Sunday, August 16, 2009

Why?

I believe my only reason for doing this IM is because I can. I'm doing this for all those who can't because I can. I'm healthy and have use of all my limbs so I've decided that I'm going to use them until they don't work anymore or until I'm dead. I've done a little soul searching today and I really tried to come up with a deep philsophical reason and it's just not there. All of this training though and I got nothin' better than 'Because I can'. No magical or uber respectable selfless reason. Maybe I have some painful things that I've repressed that are driving me. I don't know, but what I do know is that I will have all the time in the world to think about it on August 30th.
On a funnier note, I've noticed that I now time myself on everything. I was getting out of the shower and started to reach for my watch and turn off the stopwatch. I just chuckled to myself and was really thankful I hadn't actually started it.

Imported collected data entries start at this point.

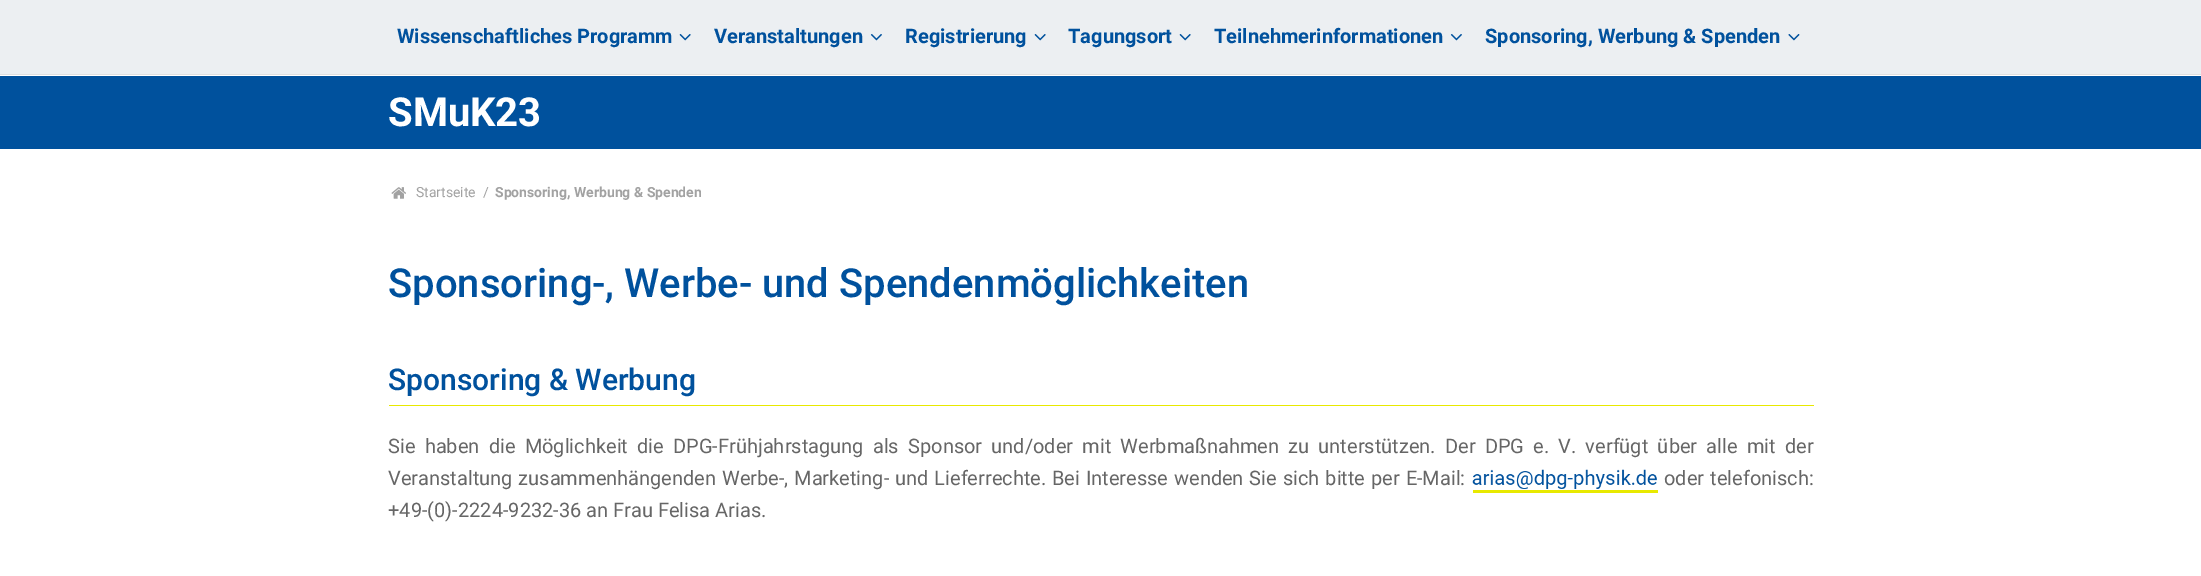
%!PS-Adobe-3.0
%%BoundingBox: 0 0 2201 576
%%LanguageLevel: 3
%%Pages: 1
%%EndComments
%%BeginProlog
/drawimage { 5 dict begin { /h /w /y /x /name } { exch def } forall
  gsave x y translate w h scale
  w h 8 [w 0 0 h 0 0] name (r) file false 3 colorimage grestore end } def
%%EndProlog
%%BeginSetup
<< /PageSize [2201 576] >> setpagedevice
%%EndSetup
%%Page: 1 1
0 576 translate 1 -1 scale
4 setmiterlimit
1 setgray
0 0 2201 576 rectfill
0.925 0.937 0.949 setrgbcolor
0 0 2201 74 rectfill
0.875 setgray
0 74 2201 1 rectfill
(images/1.raw) 679 34 12 7 drawimage
(images/2.raw) 870 34 12 7 drawimage
(images/1.raw) 1034 34 12 7 drawimage
(images/1.raw) 1179 34 12 7 drawimage
(images/2.raw) 1450 34 12 7 drawimage
(images/3.raw) 1788 34 12 7 drawimage
0 0.318 0.616 setrgbcolor
0 76 2201 73 rectfill
(images/4.raw) 391 187 15 12 drawimage
0.91 0.914 0 setrgbcolor
389 405 1425 1 rectfill
(images/5.raw) 1472 469 185 20 drawimage
1473 490 185 3 rectfill
/Roboto-Bold [20 0 0 -20 0 0] selectfont
0 0.318 0.616 setrgbcolor
397 43 moveto (Wissenschaftliches Programm) show
714 43 moveto (Veranstaltungen) show
905 43 moveto (Registrierung) show
1068 43 moveto (Tagungsort) show
1214 43 moveto (Teilnehmerinformationen) show
1485 43 moveto (Sponsoring, Werbung & Spenden) show
/Roboto-Bold [40 0 0 -40 0 0] selectfont
1 setgray
388 126 moveto (SMuK23) show
/Roboto-Regular [14 0 0 -14 0 0] selectfont
0.635 setgray
416 197 moveto (Startseite) show
483 197 moveto (/) show
/Roboto-Bold [14 0 0 -14 0 0] selectfont
495 197 moveto (Sponsoring, Werbung & Spenden) show
/Roboto-Medium [40 0 0 -40 0 0] selectfont
0 0.318 0.616 setrgbcolor
388 297 moveto (Sponsoring-, Werbe- und Spendenmöglichkeiten) show
/Roboto-Medium [30 0 0 -30 0 0] selectfont
388 390 moveto (Sponsoring & Werbung) show
/Roboto-Regular [20 0 0 -20 0 0] selectfont
0.4 setgray
388 453 moveto 4.3 0 32 (Sie haben die Möglichkeit die DPG-Frühjahrstagung als Sponsor und/oder mit Werbmaßnahmen zu unterstützen. Der DPG e. V. verfügt über alle mit der) widthshow
388 485 moveto 1 0 32 (Veranstaltung zusammenhängenden Werbe-, Marketing- und Lieferrechte. Bei Interesse wenden Sie sich bitte per E-Mail:) widthshow
1664 485 moveto 1 0 32 (oder telefonisch:) widthshow
388 517 moveto (+49-\(0\)-2224-9232-36 an Frau Felisa Arias.) show
showpage
%%EOF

Wednesday, August 12, 2009

18 Days to go

Well, I kicked that swims ass yesterday! Thanks to Jo and David who were so kind to meet me out at the lake. I had to prove to myself that I could do it. Not just think that I could, but KNOW that I can. I do, however, understand that things are different everyday. A good swim 2 days ago doesn't mean a good swim tomorrow.

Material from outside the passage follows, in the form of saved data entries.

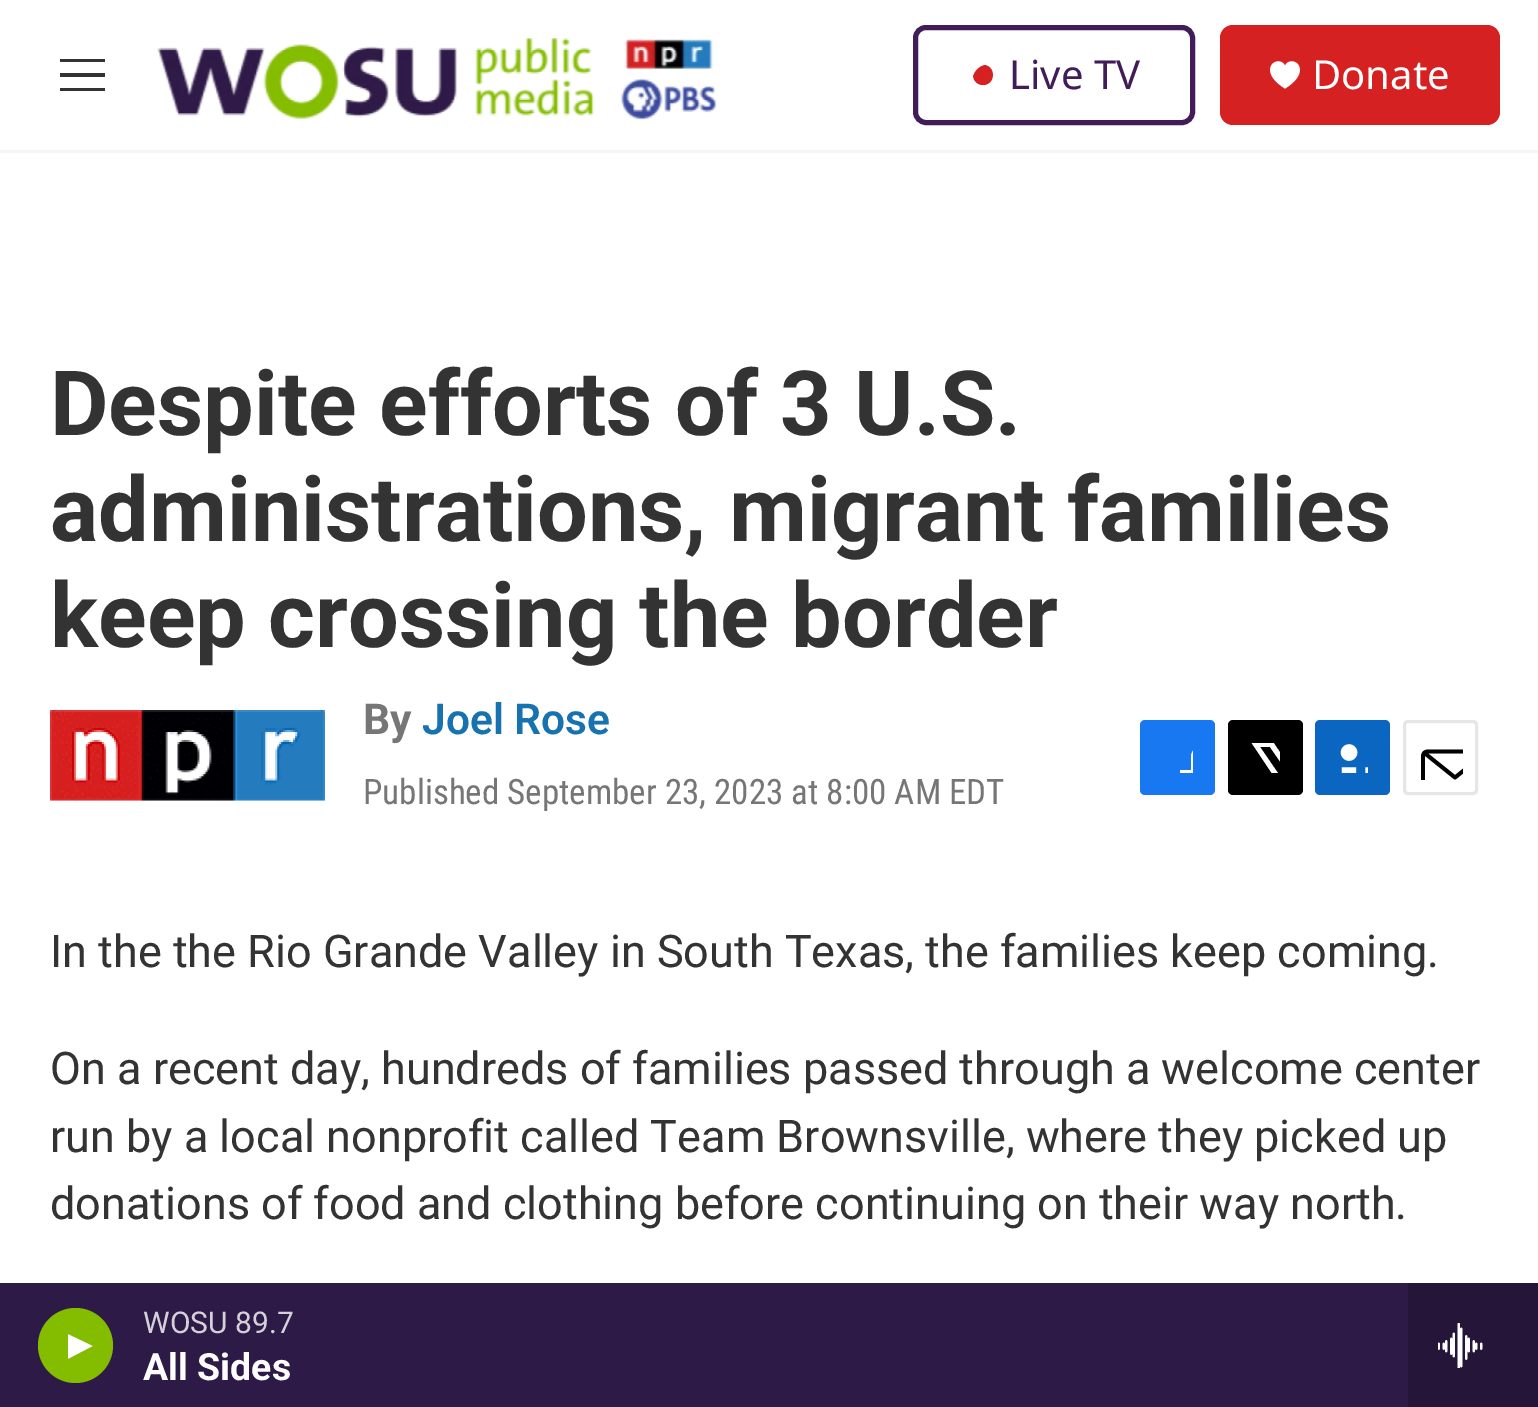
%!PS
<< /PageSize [1538 1407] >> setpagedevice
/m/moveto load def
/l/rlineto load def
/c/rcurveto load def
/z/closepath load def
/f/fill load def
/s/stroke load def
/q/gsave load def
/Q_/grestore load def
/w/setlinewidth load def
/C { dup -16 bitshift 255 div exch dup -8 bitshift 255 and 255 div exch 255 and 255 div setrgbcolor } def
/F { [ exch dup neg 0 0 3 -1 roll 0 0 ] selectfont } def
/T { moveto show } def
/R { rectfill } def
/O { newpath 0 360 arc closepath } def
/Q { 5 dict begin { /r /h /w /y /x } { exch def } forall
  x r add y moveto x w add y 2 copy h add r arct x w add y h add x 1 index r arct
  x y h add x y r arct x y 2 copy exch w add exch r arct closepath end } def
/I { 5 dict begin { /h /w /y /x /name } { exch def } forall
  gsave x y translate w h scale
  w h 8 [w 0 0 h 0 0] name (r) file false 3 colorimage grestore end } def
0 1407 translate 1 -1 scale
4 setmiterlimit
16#FFFFFF C
0 0 1538 1407 R
16#F5F5F5 C
0 150 1538 3 R
16#333333 C
60 77 m 0 -4 l 45 0 l 0 4 l z 60 62 m 0 -3 l 45 0 l 0 3 l z 60 91 m 0 -3 l 45 0 l 0 3 l z eofill
(1.rgb) 157 38 560 82 I
16#411C58 C
5 w
915.5 27.5 277 95 10.5 Q s
16#D62021 C
985 65 m 11.5 2.5 10 20 -2 20 c -4.5 0 -8.5 -3 -9.5 -7 c -.5 -2 l 1 -2 l 2 -4.5 6 -8 11 -9 c z f
/NotoSans-Regular 40 F
16#411C58 C
(Live TV) 1009 89 T
16#D52122 C
1220 25 280 100 13 Q f
(2.rgb) 1270 61 30 28 I
16#FFFFFF C
(Donate) 1312 89 T
16#2E1A47 C
0 1283 1408 124 R
16#84BD00 C
75.5 1345.5 37.5 O f
q
68 1333 25 27 rectclip
16#FFFFFF C
67.5 1334 m 25 12 l -25 13 l z f
Q_
/Roboto-Regular 30 F
16#D5D1DA C
(WOSU 89.7) 143 1333 T
/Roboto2-Bold 37.5 F
16#FFFFFF C
(All Sides) 143 1380 T
16#251539 C
1408 1283 130 124 R
(3.rgb) 1438 1323 45 45 I
/Roboto-Bold 90 F
16#333333 C
(Despite efforts of 3 U.S.) 50 435 T
(administrations, migrant families) 50 541 T
(keep crossing the border) 50 647 T
(4.rgb) 50 710 275 93 I
/Roboto-Bold 42.5 F
16#767676 C
(By) 363 734 T
/Roboto-SemiBold 42.5 F
16#1772B0 C
(Joel Rose) 422 734 T
/RobotoCondensed-Regular 35 F
16#767676 C
(Published September 23, 2023 at 8:00 AM EDT) 363 804 T
16#1778F2 C
1140 720 75 75 5 Q f
q
1163 743 30 30 rectclip
16#FFFFFF C
1204 795 m -13 0 l 0 -12 l -11 0 l 0 -13 l 11 0 l 0 -14 l 2 -12 13 -14 24 -12 c 0 11 l -14 0 -11 4 -11 15 c 11 0 l 0 6 l -1 7 l -10 0 l z f
Q_
16#000000 C
1228 720 75 75 5 Q f
q
1250 743 30 30 rectclip
16#FFFFFF C
1294 774 m 9 13 l 0 2 0 5 -1 6 c -32 -46 l -10 0 l 33 48 l -6 0 l -5 -7 l -6 7 l -6 0 l 9 -11 l -28 -42 l 22 0 l 19 28 l 11 -13 l 0 7 l z f
Q_
16#0A66C1 C
1315 720 75 75 5 Q f
(5.rgb) 1340 744 28 29 I
16#E6E6E6 C
3 w
1404.5 721.5 72 72 3.5 Q s
q
1418 735 45 45 rectclip
16#000000 C
3.8 w
1 setlinecap
1 setlinejoin
1487 790 m 0 2.5 -2 4.5 -4.5 4.5 c -55 0 l -2.5 0 -4.5 -2 -4.5 -4.5 c 0 -34 l 0 -2.5 2 -4.5 4.5 -4.5 c 55 0 l 2.5 0 4.5 2 4.5 4.5 c z 1485.5 753 m -30.5 24.5 l -30.5 -24.5 l s
Q_
/Roboto-Regular 45 F
16#333333 C
(In the the Rio Grande Valley in South Texas, the families keep coming.) 50 967 T
(On a recent day, hundreds of families passed through a welcome center) 50 1084 T
(run by a local nonprofit called Team Brownsville, where they picked up) 50 1152 T
(donations of food and clothing before continuing on their way north.) 50 1219 T
showpage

Today was pretty low key. Nothing significant to write about. I did get started on my race plan for the Ironman. The 2 biggest things I have learned in this whole process is 1)nutrition is EVERYTHING and 2) you must have a race plan. Key elements, my friends. If you don't have your nutrition figured out you're not going to get very far. Likewise with the race plan. It's also really helpful if you know why you're doing something. Over the last few days I've been thinking about this a lot. Hmmmm....because everyone else is doing it? Because I can? Because it's the natural progression of my life as an athlete (I use this term very loosely)? Nothing really sounds like a a very good reason so far, but when I come up with it, I will let you know.

Monday, August 10, 2009

20 Days to go

We are 20 days out and today was a rest day. I needed it to regroup and let yesterday sink in a little more. I felt much better when I woke up. I got my gear and nutritional needs lists done. That is a big hurdle, my friends! If I can just keep from over thinking my strategy and the what-if's then I'll be golden. I tend to do that to myself causing a mouthful of ulcers and an overactive digestive system (if ya know what I mean).
When I'm not thinking about the Ironman, I'm thinking about the off-season. I'm looking forward to cleaning my house (with a toothbrush), spending time with people I love, baking for the holidays and strength training. Oh my gawd, how I miss just the simplicity of a biceps curl or an overhead press. I mean I'm in the best shape of my life right now, but I'm missing the balance of the cardio and strength training. That's what the off-season is about and thinking about next year's goals. Wow! The goals of 2010! Can you freakin' believe THAT? This year is flying by and I hope I haven't lost any friends because of all this training. If I have, I'm sorry I made them feel second best. This may be a once in a lifetime opportunity and you have to take those opportunities while you can or you may just miss the next best thing.
So in the very near future I will get back to a lot of things I miss and I'm pretty happy about that.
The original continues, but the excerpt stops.